Trump belki de başına en çok “bela” açılan ve bu gibi yollarla siyasi sahneden silinmeye çalışılan bir ABD başkanı oldu. Hakkında türlü iddialar, söylentiler, davalar, tutuklama girişimleri oldu. Lakin Trump ve onu destekleyenler dirençli çıktı o bunların hepsini aştı. Şimdi de tekrar başkan adayı olarak insanların karşısına çıktı. Yılmadı. Zaten eğer öldürme amaçlı bir suikast tertiplendiyse o yüzdendi. Bu “Baş belası” engellenmeliydi!..
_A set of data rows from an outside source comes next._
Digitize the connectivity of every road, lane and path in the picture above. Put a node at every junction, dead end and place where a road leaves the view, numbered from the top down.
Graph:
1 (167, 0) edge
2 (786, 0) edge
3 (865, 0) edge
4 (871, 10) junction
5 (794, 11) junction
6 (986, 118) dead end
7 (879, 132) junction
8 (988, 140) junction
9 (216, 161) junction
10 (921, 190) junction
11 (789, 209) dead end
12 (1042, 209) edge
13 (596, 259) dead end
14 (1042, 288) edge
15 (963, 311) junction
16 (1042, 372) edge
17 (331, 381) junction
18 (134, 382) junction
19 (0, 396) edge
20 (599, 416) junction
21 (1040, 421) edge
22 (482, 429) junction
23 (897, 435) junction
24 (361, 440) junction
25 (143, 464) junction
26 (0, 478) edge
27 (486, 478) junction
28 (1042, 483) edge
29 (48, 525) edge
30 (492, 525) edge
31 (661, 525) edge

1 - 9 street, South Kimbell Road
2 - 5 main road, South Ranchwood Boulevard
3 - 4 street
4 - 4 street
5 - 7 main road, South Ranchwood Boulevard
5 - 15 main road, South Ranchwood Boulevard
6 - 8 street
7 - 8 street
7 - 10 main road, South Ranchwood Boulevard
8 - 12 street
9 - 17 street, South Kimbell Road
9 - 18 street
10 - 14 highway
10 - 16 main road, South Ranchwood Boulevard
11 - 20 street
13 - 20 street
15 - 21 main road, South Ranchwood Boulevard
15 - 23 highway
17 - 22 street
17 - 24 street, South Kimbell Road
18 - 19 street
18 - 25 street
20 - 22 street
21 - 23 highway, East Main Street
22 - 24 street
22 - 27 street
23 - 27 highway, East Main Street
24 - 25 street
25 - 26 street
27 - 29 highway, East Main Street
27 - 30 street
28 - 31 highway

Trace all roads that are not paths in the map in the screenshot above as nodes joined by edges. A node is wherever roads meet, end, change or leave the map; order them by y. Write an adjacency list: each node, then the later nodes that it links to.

Hiç Gündemden Düşmeyen Suikast İhtimali!..
Trump’ın tekrar yükselişini ve kazanmasını engelleyemeyeceğini anlayan güçler anlaşılan şimdi açıktan “Suikast kartı”nı devreye sokmuş görünüyorlar. Bu ihtimal daha ilk seçildiği andan itibaren geçerliydi ve zaten hiç gündemden düşmedi. (Nitekim 21. 12. 2017. tarihli medyaradar sitesinde yazdığım “Trump tehlikede mi?.. Ya seks skandalı ya suikast!..” başlıklı yazımda bu noktaya işaret etmiştim.) bahsettiğim o yazımda “Peki ya Trump bu güçlere boyun eğmez ya da bu gibi manevralar tutmazsa ne olur? O zaman yeni ‘Kennedy Vakası’ yaşanabilir mi? Bu pekala mümkündür ve ‘Son çare’ olarak deneyebilirler.” demiştim. Anlaşılan biraz rötarlı gibi görünse de şimdi o “Son çare” vakti gelmiş gibi duruyor. Çelişki iyice antagonizma (Uzlaşmazlık) kazanmış görünüyor.
Güncel olarak ise bu suikastı tetikleyen üç unsur var görünüyor. 1) Şu an halen ABD Başkanı görünen ve kendine bile faydası olmadığı anlaşılan Joe Biden’ın adaylığını sürdürmesi durumunda kazanamayacağının anlaşılması. Bu ise Trump’ın neredeyse kesin kazanacağını gösteriyor. 2) Trump’un eğer kazanırsa Ukrayna’daki savaşa son vereceğine dair isteği ve beyanları. 3) Trump’ın kazanması durumunda arkasındaki geleneksel WASP güçlerle birlikte ciddi bir restorasyon hamlesine kalkışacağı korkusu. İşte bu ihtimaller Trump karşıtı güçleri (Ki, onları “Demokratlar” dan ibaretmiş gibi görenler yanılır!) muhtemelen böylesi bir karşı eyleme sürüklemiş görünüyor. Olay artık bıçak - kemik noktasındadır. Durumu yaşanan bir tür “Sessiz ve ilan edilmemiş iç savaş” gibi düşünün. Amerika artık resmen değilse bile fiilen bölünmüş bir toplum manzarası vermektedir.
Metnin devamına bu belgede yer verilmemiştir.